Using the same definition, this analysis found LEVADEX to have a
recurrence rate of 6.5 percent over 24 hours and 10.3 percent over
48 hours. No 48 hour recurrence data was reported in the triptan
analyses. Factors found to affect the rate of recurrence in the
triptan meta-analyses include gender of the patient, age group
(below 35 and above 35), and severity of headache pain at the time
of treatment (moderate vs. severe). In this analysis, both age and
severity of pain at time of treatment were associated with higher
recurrence rates in the placebo group.
A second new analysis, "The Major Metabolite of
Dihydroergotamine (DHE) After Oral Inhalation and IV Administration
Does Not Significantly Contribute to the Pharmacological Activity,"
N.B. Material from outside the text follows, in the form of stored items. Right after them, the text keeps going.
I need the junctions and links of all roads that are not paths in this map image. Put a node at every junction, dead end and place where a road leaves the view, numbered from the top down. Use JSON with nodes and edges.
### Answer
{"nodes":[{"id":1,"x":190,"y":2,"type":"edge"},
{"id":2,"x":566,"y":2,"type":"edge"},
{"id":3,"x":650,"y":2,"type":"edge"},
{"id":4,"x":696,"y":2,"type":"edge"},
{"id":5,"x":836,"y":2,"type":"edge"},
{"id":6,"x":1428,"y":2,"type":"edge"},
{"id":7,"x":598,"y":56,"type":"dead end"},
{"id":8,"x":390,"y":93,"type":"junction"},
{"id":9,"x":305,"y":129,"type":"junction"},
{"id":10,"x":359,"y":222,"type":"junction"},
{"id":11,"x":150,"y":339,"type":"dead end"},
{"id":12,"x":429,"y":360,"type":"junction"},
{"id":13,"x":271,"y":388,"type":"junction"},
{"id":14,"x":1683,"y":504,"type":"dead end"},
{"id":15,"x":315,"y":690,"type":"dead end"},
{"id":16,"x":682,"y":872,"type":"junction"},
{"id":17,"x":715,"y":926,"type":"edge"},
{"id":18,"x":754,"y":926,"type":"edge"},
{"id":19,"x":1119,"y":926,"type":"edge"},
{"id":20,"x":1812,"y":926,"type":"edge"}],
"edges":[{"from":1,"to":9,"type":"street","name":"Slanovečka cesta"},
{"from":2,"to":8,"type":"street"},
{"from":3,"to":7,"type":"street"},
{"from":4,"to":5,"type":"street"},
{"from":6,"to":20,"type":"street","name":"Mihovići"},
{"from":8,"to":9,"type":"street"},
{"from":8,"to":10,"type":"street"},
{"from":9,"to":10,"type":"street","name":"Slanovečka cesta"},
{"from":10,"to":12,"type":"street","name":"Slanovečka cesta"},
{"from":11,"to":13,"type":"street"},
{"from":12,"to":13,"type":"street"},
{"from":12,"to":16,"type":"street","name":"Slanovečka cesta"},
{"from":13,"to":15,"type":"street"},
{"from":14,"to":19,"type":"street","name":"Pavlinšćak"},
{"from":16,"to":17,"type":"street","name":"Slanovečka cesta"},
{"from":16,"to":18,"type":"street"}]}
analyzed results of two studies and showed that the pharmacologic
contribution of DHE's primary metabolite is minimal.
The seven other analyses to be presented include:
- LEVADEX, a Novel Orally Inhaled Treatment for Acute Migraine:
Efficacy and Tolerability Results of a Phase 3 Study (#462)
- Efficacy Evaluation of LEVADEX in Treating a Broad Spectrum of
Acute Migraine Attacks (#463)
- Efficacy Evaluation of LEVADEX in Treating Resistant Migraine
Including Migraine with Allodynia, Morning Migraine, Disabling
Migraine and Migraine Treated Late (#464)
- Utility of LEVADEX in Situations Where Early Intervention
Paradigm is Impractical (#322)
- Evaluation of Safety and Efficacy of LEVADEX (MAP0004) in
Treating Acute Menstrual Migraine (#465)
- Evaluation of Efficacy and Safety of LEVADEX (MAP0004) in
Reversing Central Sensitization and Treating Migraine in
Established Allodynic Patients (#466)
- The Efficacy and Tolerability of LEVADEX (Orally Inhaled DHE)
for the Treatment of Migraine in Subjects with Concomitant Asthma
(#467)
About LEVADEX™
LEVADEX orally inhaled migraine therapy is a novel migraine
therapy in Phase 3 development. Patients administer LEVADEX
themselves using the company's proprietary TEMPO® inhaler. LEVADEX
has been designed to be differentiated from existing migraine
treatments. It is a novel formulation of dihydroergotamine (DHE), a
drug used intravenously in clinical settings to effectively and
safely treat migraines. Based on clinical results, the company
believes that LEVADEX has the potential to provide both fast onset
of action, sustained pain relief and other migraine symptom relief
in an easy-to-use and non-invasive at-home therapy.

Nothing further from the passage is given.